The problem >> Return all the entries word for word.

Saved data entries >>
--- START ---
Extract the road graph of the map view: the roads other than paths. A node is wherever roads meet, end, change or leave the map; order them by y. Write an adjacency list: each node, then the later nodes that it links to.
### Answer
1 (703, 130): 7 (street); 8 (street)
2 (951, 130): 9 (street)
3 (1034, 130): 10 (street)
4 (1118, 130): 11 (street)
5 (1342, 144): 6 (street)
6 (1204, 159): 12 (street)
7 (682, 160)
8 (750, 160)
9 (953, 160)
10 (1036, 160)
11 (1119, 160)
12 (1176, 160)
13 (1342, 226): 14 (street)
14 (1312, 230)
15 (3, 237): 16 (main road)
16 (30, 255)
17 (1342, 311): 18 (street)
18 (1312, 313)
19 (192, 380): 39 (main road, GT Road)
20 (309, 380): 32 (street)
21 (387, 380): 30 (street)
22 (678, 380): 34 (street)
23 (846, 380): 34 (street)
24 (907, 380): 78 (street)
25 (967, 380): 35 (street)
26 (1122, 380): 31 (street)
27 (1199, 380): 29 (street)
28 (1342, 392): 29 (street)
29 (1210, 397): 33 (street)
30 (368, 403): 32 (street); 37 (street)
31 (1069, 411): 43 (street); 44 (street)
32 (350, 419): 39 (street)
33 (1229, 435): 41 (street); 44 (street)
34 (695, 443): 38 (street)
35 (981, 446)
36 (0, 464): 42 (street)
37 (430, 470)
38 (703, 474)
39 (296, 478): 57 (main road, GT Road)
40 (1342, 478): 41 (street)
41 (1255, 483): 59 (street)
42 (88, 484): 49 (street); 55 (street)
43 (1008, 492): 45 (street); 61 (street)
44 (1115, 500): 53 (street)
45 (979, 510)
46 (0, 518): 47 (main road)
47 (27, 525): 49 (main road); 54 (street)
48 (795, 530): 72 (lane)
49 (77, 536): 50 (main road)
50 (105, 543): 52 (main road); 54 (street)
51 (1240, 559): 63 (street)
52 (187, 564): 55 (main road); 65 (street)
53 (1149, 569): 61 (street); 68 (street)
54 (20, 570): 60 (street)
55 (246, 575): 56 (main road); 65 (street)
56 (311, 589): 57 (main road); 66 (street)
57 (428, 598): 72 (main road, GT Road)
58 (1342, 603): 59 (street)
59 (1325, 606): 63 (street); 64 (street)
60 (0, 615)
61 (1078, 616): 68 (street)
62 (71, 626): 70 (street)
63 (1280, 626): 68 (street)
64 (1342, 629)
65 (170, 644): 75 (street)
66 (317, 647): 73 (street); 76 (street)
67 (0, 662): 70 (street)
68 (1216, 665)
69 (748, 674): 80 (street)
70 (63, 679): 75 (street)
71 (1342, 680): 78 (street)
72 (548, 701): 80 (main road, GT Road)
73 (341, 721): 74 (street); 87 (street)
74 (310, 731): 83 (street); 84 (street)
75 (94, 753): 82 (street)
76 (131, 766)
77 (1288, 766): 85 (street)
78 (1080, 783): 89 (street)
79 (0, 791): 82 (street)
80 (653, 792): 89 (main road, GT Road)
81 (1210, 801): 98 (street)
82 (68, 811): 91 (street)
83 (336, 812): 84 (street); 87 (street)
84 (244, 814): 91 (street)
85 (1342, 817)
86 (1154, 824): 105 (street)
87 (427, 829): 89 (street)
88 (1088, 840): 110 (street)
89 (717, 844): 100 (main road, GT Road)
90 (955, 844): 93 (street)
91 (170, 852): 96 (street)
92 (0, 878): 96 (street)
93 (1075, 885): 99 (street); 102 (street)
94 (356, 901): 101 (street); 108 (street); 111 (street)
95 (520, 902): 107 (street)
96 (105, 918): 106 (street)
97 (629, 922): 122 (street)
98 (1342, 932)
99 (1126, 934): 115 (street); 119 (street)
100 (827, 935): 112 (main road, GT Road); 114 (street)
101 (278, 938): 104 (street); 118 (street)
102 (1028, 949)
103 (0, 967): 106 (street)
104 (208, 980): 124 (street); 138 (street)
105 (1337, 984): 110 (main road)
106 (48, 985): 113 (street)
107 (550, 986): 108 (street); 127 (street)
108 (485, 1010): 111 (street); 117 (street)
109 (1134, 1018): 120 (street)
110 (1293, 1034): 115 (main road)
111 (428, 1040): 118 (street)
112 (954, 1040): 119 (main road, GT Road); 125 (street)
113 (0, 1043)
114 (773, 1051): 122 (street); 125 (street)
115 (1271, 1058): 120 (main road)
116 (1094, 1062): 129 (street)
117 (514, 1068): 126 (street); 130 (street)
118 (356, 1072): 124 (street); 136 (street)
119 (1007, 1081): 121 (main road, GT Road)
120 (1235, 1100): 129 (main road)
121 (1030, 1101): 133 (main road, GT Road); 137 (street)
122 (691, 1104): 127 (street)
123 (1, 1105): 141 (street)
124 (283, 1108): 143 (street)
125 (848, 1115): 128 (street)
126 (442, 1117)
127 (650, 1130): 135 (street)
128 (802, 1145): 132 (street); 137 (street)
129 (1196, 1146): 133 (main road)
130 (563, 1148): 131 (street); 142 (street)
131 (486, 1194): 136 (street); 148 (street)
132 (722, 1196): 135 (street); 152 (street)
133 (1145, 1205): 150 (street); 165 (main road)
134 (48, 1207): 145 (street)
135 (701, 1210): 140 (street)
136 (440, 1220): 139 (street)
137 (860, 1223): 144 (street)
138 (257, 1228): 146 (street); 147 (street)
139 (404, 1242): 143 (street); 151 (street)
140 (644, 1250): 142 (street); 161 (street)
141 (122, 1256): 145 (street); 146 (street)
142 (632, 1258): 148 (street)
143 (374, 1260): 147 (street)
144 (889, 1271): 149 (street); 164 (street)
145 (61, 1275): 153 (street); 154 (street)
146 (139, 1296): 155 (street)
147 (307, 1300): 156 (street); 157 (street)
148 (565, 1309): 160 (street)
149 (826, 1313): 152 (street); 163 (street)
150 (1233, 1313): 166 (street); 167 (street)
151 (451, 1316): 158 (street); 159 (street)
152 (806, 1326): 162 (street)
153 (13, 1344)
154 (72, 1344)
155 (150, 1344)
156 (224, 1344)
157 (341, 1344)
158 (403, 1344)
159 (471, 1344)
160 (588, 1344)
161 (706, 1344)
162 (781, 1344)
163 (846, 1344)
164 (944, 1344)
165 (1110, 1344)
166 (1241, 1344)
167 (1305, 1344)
--- END ---
Response for this exercise >>
Extract the road graph of the map view: the roads other than paths. A node is wherever roads meet, end, change or leave the map; order them by y. Write an adjacency list: each node, then the later nodes that it links to.
### Answer
1 (703, 130): 7 (street); 8 (street)
2 (951, 130): 9 (street)
3 (1034, 130): 10 (street)
4 (1118, 130): 11 (street)
5 (1342, 144): 6 (street)
6 (1204, 159): 12 (street)
7 (682, 160)
8 (750, 160)
9 (953, 160)
10 (1036, 160)
11 (1119, 160)
12 (1176, 160)
13 (1342, 226): 14 (street)
14 (1312, 230)
15 (3, 237): 16 (main road)
16 (30, 255)
17 (1342, 311): 18 (street)
18 (1312, 313)
19 (192, 380): 39 (main road, GT Road)
20 (309, 380): 32 (street)
21 (387, 380): 30 (street)
22 (678, 380): 34 (street)
23 (846, 380): 34 (street)
24 (907, 380): 78 (street)
25 (967, 380): 35 (street)
26 (1122, 380): 31 (street)
27 (1199, 380): 29 (street)
28 (1342, 392): 29 (street)
29 (1210, 397): 33 (street)
30 (368, 403): 32 (street); 37 (street)
31 (1069, 411): 43 (street); 44 (street)
32 (350, 419): 39 (street)
33 (1229, 435): 41 (street); 44 (street)
34 (695, 443): 38 (street)
35 (981, 446)
36 (0, 464): 42 (street)
37 (430, 470)
38 (703, 474)
39 (296, 478): 57 (main road, GT Road)
40 (1342, 478): 41 (street)
41 (1255, 483): 59 (street)
42 (88, 484): 49 (street); 55 (street)
43 (1008, 492): 45 (street); 61 (street)
44 (1115, 500): 53 (street)
45 (979, 510)
46 (0, 518): 47 (main road)
47 (27, 525): 49 (main road); 54 (street)
48 (795, 530): 72 (lane)
49 (77, 536): 50 (main road)
50 (105, 543): 52 (main road); 54 (street)
51 (1240, 559): 63 (street)
52 (187, 564): 55 (main road); 65 (street)
53 (1149, 569): 61 (street); 68 (street)
54 (20, 570): 60 (street)
55 (246, 575): 56 (main road); 65 (street)
56 (311, 589): 57 (main road); 66 (street)
57 (428, 598): 72 (main road, GT Road)
58 (1342, 603): 59 (street)
59 (1325, 606): 63 (street); 64 (street)
60 (0, 615)
61 (1078, 616): 68 (street)
62 (71, 626): 70 (street)
63 (1280, 626): 68 (street)
64 (1342, 629)
65 (170, 644): 75 (street)
66 (317, 647): 73 (street); 76 (street)
67 (0, 662): 70 (street)
68 (1216, 665)
69 (748, 674): 80 (street)
70 (63, 679): 75 (street)
71 (1342, 680): 78 (street)
72 (548, 701): 80 (main road, GT Road)
73 (341, 721): 74 (street); 87 (street)
74 (310, 731): 83 (street); 84 (street)
75 (94, 753): 82 (street)
76 (131, 766)
77 (1288, 766): 85 (street)
78 (1080, 783): 89 (street)
79 (0, 791): 82 (street)
80 (653, 792): 89 (main road, GT Road)
81 (1210, 801): 98 (street)
82 (68, 811): 91 (street)
83 (336, 812): 84 (street); 87 (street)
84 (244, 814): 91 (street)
85 (1342, 817)
86 (1154, 824): 105 (street)
87 (427, 829): 89 (street)
88 (1088, 840): 110 (street)
89 (717, 844): 100 (main road, GT Road)
90 (955, 844): 93 (street)
91 (170, 852): 96 (street)
92 (0, 878): 96 (street)
93 (1075, 885): 99 (street); 102 (street)
94 (356, 901): 101 (street); 108 (street); 111 (street)
95 (520, 902): 107 (street)
96 (105, 918): 106 (street)
97 (629, 922): 122 (street)
98 (1342, 932)
99 (1126, 934): 115 (street); 119 (street)
100 (827, 935): 112 (main road, GT Road); 114 (street)
101 (278, 938): 104 (street); 118 (street)
102 (1028, 949)
103 (0, 967): 106 (street)
104 (208, 980): 124 (street); 138 (street)
105 (1337, 984): 110 (main road)
106 (48, 985): 113 (street)
107 (550, 986): 108 (street); 127 (street)
108 (485, 1010): 111 (street); 117 (street)
109 (1134, 1018): 120 (street)
110 (1293, 1034): 115 (main road)
111 (428, 1040): 118 (street)
112 (954, 1040): 119 (main road, GT Road); 125 (street)
113 (0, 1043)
114 (773, 1051): 122 (street); 125 (street)
115 (1271, 1058): 120 (main road)
116 (1094, 1062): 129 (street)
117 (514, 1068): 126 (street); 130 (street)
118 (356, 1072): 124 (street); 136 (street)
119 (1007, 1081): 121 (main road, GT Road)
120 (1235, 1100): 129 (main road)
121 (1030, 1101): 133 (main road, GT Road); 137 (street)
122 (691, 1104): 127 (street)
123 (1, 1105): 141 (street)
124 (283, 1108): 143 (street)
125 (848, 1115): 128 (street)
126 (442, 1117)
127 (650, 1130): 135 (street)
128 (802, 1145): 132 (street); 137 (street)
129 (1196, 1146): 133 (main road)
130 (563, 1148): 131 (street); 142 (street)
131 (486, 1194): 136 (street); 148 (street)
132 (722, 1196): 135 (street); 152 (street)
133 (1145, 1205): 150 (street); 165 (main road)
134 (48, 1207): 145 (street)
135 (701, 1210): 140 (street)
136 (440, 1220): 139 (street)
137 (860, 1223): 144 (street)
138 (257, 1228): 146 (street); 147 (street)
139 (404, 1242): 143 (street); 151 (street)
140 (644, 1250): 142 (street); 161 (street)
141 (122, 1256): 145 (street); 146 (street)
142 (632, 1258): 148 (street)
143 (374, 1260): 147 (street)
144 (889, 1271): 149 (street); 164 (street)
145 (61, 1275): 153 (street); 154 (street)
146 (139, 1296): 155 (street)
147 (307, 1300): 156 (street); 157 (street)
148 (565, 1309): 160 (street)
149 (826, 1313): 152 (street); 163 (street)
150 (1233, 1313): 166 (street); 167 (street)
151 (451, 1316): 158 (street); 159 (street)
152 (806, 1326): 162 (street)
153 (13, 1344)
154 (72, 1344)
155 (150, 1344)
156 (224, 1344)
157 (341, 1344)
158 (403, 1344)
159 (471, 1344)
160 (588, 1344)
161 (706, 1344)
162 (781, 1344)
163 (846, 1344)
164 (944, 1344)
165 (1110, 1344)
166 (1241, 1344)
167 (1305, 1344)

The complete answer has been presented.